In the main memory device I, 11 indicates one area allocated to a certain program, and the base register indicating the base address of this area is, for example, general-purpose register number 4 (hereinafter referred to as R4).

A feature of the present invention is that a password for using this area and length information indicating the size of this area are stored in an address that has a specific relationship with this base address. In the illustrated example, a length 13 is stored at the base address -4, and a password 12 is stored at the base address -8.

It is also assumed that a password unique to each program is set in the RO before each program starts processing.

The operation when an instruction in such a state is set in the instruction register 2 will be explained based on FIG.

■First, when a memory access instruction (or even just a store instruction) is detected by the decoder 6, the general-purpose register 3 is accessed based on the value of the base register specification part B, and the base address is read. The password 12 and length 13 are read out based on the address.

■Next, RO of general-purpose register 3 is read out, and ALU
5, the password is checked.

(2) If the password 12 matches (RO), proceed to the next step, but if they do not match, a program check interrupt is generated.

(2) Next, the adder 4 adds the base address, the index value read by the index register specifying section I, and the displacement address D to obtain the effective address EA.

■Also, set the above base address and the above length 13 to A.
Addition is made in LU5 to find the maximum address MAX of area II.

■The above effective address EA is the above maximum address M
The ALU 5 checks whether it exceeds AX, and if it does, a program check interrupt is generated.

(2) When the effective address EA is less than or equal to the maximum address MAX, the main storage device 1 is accessed by the EA.

It should be noted that the above processes (1) to (2) may be considered to be controlled by the decoder 6 by means such as a microprogram.

Also, the settings for password 12 and length 13 are as follows:
When the control program (O8) allocates an area, for example, if N bytes are allocated from address X in a conventional device, it actually allocates (N+8) bytes from address (X-8) and Set the address and (X-8
) address may be used to store a password, and address (X-4) may be used to store a length N.

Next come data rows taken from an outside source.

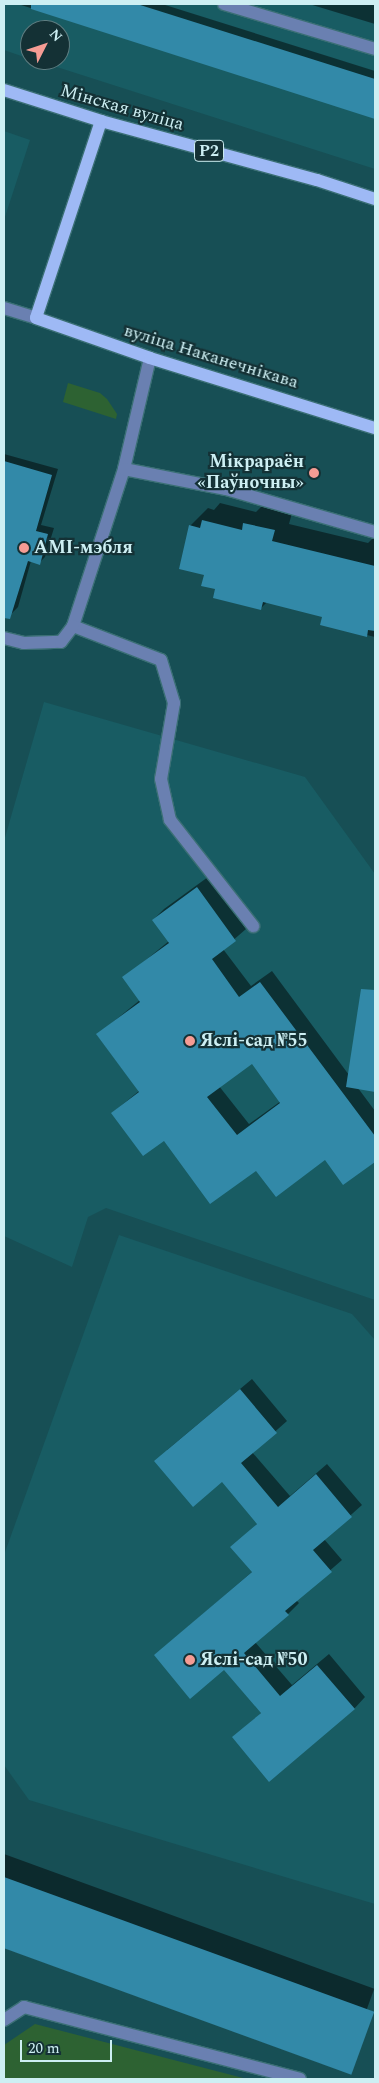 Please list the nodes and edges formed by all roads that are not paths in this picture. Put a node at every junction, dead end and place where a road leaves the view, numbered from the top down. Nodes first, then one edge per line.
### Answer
1 (224, 4) edge
2 (375, 49) edge
3 (4, 90) edge
4 (101, 121) junction
5 (375, 199) edge
6 (4, 308) edge
7 (36, 318) junction
8 (150, 358) junction
9 (375, 428) edge
10 (124, 468) junction
11 (375, 532) edge
12 (73, 626) junction
13 (4, 638) edge
14 (252, 926) dead end
15 (4, 2020) edge
16 (300, 2079) edge

1 - 2 street
3 - 4 main road, Мінская вуліца / Р2
4 - 5 main road, Мінская вуліца / Р2
4 - 7 main road
6 - 7 street, вуліца Наканечнікава
7 - 8 main road, вуліца Наканечнікава
8 - 9 main road, вуліца Наканечнікава
8 - 10 street
10 - 11 street
10 - 12 street
12 - 13 street
12 - 14 street
15 - 16 street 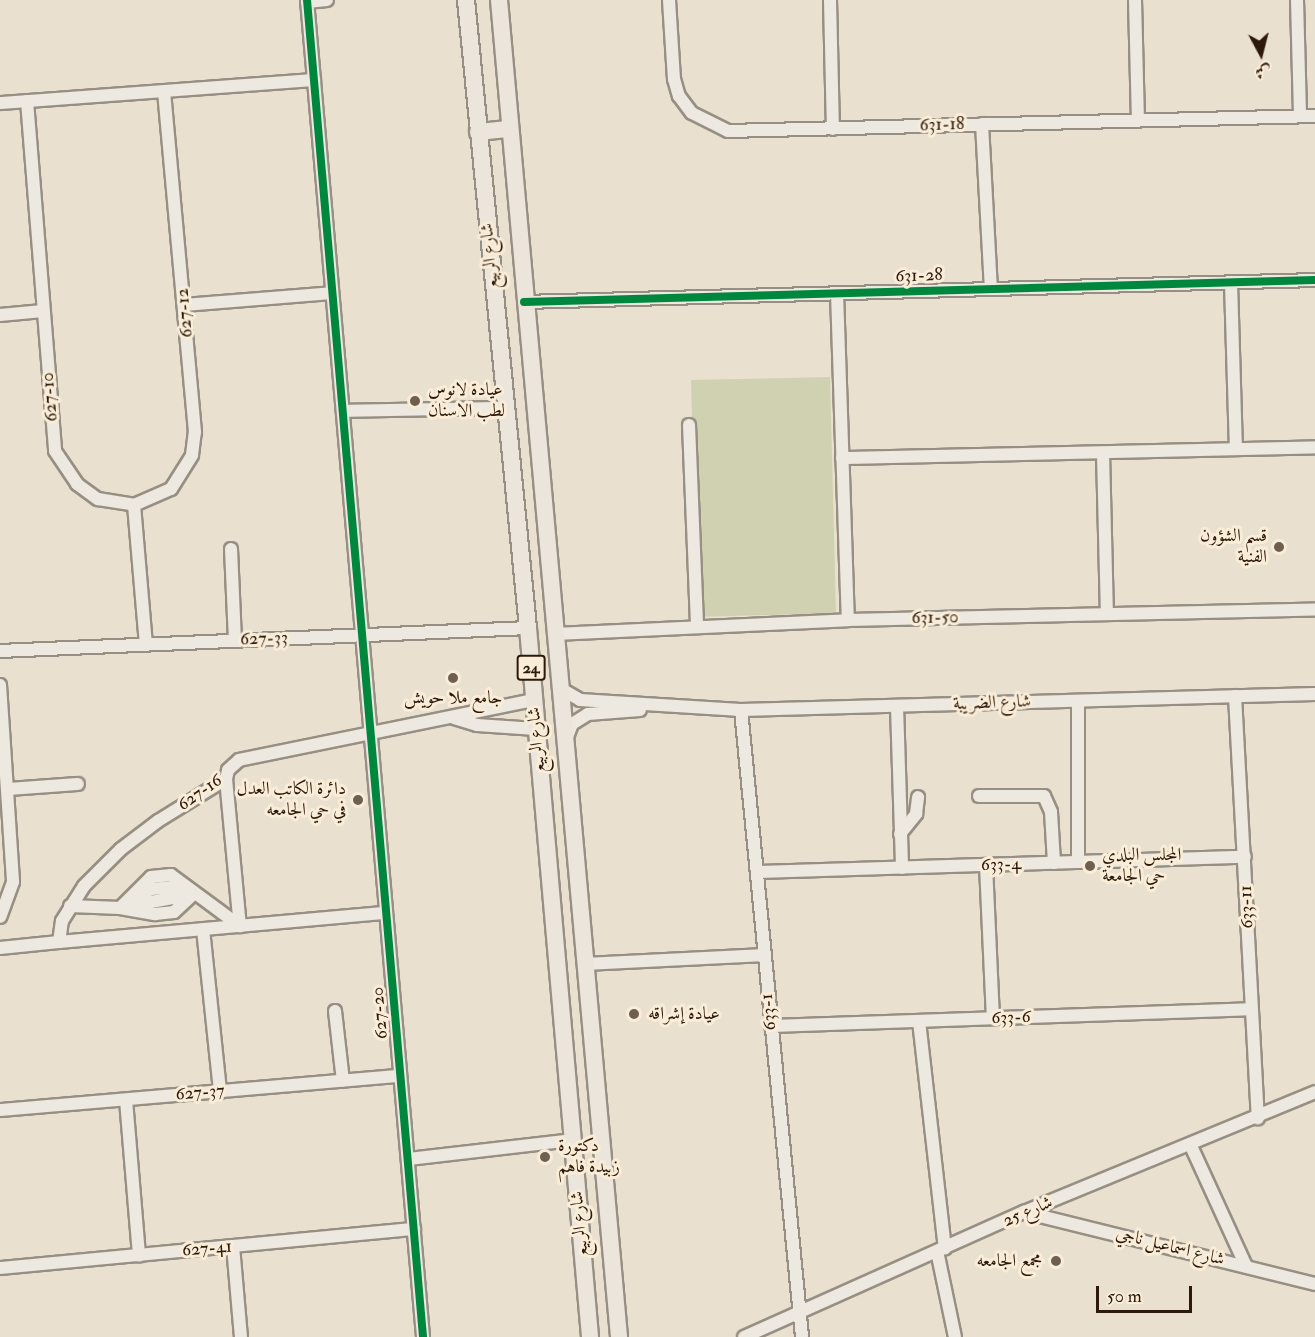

Furthermore, in a computer that uses a virtual storage system, it goes without saying that the base address and effective address described above are further converted into real addresses to access the main storage device 1.

〔Effect of the invention〕

As described above, even if the base register is specified incorrectly due to a programming error or a displacement address is specified beyond the range of the allocated area,
This can be detected.

[Brief explanation of drawings]

FIG. 1 is a flow chart of an embodiment of the present invention, and FIG. 2 is a block diagram of an embodiment of the present invention. In the figure, ■ is the main storage unit (MSU), 2 is the instruction register (IR), 3 is a general-purpose register group, 4 is an adder for address calculation, 5 is an arithmetic unit (ALU), and 6 is for controlling these circuits. This is a decoder that decodes the instruction code in the instruction register 2. Uninvented Roasted 9+1 Flowchmart No. 1121

Claims (1)

[Claims] In an information processing device that accesses a main storage device to obtain an effective address based on the contents of a base register specified in an instruction, The password (12) and the length (13) of the storage area specified in the base register are stored, and when the above instruction is executed, the password and length are set based on the base register specified in the instruction. A memory protection method characterized in that the password and the effective address are checked by reading out the password.